Время написания и издания "Истории" можно определить приблизительно. В письме Плиния VII, 33 есть упоминание об "Истории", причем Плиний просит Тацита рассказать в ней об одном судебном инциденте, происходившем при Домициане. Так как письма VII книги Плиния относятся приблизительно к 107 г.[10], то на основании этого надо заключить, что в 107 г. Тацит еще писал "Историю", но не закончил описания правления Домициана, которое должно было находиться в последних книгах. Большие сочинения в то время издавались по частям; вероятно, так же издавалась и "История", и потому надо думать, что Тацит начал писать ее несколькими годами раньше 107 г. (но после "Агриколы"), а кончил и издал несколькими годами позже, но раньше "Летописи", как видно из того, что в ней (XI, 11) есть ссылка на описание в "Истории" правления Домициана.

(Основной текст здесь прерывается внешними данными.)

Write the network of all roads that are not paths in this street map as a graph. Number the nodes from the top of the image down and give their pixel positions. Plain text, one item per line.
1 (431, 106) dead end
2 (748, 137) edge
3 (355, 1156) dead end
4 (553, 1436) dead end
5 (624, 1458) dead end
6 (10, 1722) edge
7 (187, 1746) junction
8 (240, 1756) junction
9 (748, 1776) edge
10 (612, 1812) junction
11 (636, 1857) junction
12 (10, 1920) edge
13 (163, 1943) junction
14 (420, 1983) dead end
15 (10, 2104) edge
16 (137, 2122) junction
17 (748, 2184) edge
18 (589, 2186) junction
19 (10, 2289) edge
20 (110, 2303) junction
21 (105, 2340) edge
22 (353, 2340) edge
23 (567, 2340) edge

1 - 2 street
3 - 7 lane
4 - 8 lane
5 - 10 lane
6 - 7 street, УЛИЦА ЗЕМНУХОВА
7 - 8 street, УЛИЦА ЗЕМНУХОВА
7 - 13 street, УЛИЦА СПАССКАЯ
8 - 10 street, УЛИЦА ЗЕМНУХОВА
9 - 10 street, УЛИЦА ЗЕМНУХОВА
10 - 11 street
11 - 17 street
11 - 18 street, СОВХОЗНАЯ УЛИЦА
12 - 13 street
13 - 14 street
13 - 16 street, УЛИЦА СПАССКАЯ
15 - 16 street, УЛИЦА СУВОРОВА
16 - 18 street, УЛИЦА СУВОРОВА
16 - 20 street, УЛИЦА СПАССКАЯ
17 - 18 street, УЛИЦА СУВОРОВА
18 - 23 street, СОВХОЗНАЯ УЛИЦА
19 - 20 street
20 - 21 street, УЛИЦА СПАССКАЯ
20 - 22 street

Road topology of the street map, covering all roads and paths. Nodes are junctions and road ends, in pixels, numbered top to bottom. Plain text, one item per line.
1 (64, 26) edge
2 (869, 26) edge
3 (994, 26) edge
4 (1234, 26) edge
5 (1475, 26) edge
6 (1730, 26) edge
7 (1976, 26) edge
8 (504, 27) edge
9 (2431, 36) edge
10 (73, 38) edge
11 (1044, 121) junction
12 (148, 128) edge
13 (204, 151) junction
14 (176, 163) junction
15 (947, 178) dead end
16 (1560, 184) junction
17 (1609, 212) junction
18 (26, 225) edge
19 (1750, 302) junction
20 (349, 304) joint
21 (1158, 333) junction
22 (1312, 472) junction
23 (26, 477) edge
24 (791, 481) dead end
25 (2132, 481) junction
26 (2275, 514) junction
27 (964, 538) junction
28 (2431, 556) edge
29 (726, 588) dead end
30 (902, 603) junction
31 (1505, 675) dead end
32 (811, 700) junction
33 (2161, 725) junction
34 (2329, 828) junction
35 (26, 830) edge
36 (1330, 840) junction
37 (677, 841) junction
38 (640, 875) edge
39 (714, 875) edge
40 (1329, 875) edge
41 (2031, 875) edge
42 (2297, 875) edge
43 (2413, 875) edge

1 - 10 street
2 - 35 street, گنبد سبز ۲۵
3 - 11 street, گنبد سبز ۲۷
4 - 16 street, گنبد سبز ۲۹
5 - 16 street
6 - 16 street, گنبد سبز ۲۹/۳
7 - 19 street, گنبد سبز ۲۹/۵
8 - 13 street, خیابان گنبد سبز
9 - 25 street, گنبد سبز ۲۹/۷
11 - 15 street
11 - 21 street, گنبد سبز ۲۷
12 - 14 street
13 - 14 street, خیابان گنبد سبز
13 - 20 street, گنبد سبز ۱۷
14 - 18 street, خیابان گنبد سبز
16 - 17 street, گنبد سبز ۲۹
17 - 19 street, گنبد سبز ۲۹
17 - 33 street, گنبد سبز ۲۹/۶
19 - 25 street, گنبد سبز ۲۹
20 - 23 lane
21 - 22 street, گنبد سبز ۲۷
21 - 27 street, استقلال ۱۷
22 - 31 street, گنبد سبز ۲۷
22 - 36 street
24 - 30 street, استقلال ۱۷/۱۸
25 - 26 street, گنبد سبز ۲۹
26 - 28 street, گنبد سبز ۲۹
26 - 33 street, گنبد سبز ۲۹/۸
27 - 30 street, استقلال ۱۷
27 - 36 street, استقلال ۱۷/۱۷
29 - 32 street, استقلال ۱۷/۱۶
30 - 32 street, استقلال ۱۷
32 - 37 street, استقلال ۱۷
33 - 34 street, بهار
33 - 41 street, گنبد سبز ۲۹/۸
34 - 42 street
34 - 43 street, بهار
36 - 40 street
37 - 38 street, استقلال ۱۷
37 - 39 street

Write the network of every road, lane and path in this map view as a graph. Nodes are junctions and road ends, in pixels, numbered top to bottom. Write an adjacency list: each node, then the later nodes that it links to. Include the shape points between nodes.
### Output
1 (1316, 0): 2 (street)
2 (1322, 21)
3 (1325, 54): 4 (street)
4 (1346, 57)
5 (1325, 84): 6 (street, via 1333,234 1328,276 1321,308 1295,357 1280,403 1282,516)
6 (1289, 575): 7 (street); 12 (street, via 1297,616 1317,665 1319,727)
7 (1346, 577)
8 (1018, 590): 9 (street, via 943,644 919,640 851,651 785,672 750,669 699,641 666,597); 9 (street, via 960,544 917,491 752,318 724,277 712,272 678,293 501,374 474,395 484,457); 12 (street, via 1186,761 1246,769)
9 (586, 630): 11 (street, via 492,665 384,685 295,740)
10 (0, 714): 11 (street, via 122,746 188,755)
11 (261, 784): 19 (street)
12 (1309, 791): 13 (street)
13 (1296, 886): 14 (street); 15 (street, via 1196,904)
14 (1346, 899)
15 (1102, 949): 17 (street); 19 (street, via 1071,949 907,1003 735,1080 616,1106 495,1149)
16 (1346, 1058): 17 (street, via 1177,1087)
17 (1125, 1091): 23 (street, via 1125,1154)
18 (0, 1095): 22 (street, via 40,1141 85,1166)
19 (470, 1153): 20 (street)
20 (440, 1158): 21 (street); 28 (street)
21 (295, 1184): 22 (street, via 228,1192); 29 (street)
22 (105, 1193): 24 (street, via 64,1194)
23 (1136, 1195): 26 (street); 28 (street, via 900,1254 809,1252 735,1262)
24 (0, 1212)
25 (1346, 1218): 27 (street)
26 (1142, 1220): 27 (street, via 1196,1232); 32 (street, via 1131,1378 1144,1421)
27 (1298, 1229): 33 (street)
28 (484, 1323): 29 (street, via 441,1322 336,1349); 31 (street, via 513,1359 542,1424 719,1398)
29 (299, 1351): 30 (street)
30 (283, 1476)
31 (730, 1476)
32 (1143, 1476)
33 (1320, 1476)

[1] См. об этом также в главе о Тите Ливии («История римской литературы», т. I. М., Изд-во АН СССР, 1959, стр. 486).
[2] Подобным образом Григорий у Пушкина видит в летописи Пимена донос, вследствие которого Борис не «уйдет от суда людского».
[3] См. «Историю римской литературы», т. I, стр. 251.
[4] Там же, стр. 274.
[5] Там же, стр. 492.
[6] В Толковом словаре русского языка под редакцией Д. Н. Ушакова (т. I, стр. 1258) прямо сказано, что в этом смысле слово «история» употребляется только в единственном числе.
[7] «История римской литературы», т. I, стр. 504.
[8] Подробно этот вопрос разобран в сочинении: Hermannus Peter. Veterum historicorum Romanorum reliquiae, I, 1870, p. XLVIII—L.
[9] Это изложение дано в переводе Л. И. Модестова (с некоторыми изменениями); но он представляет лишь бледное отражение подлинника, гораздо более многословное. Передать сжатый слог подлинника в более близком переводе едва ли возможно.
[10] Th. Mommsen. Gesammelte Schriften, Bd. IV, 385.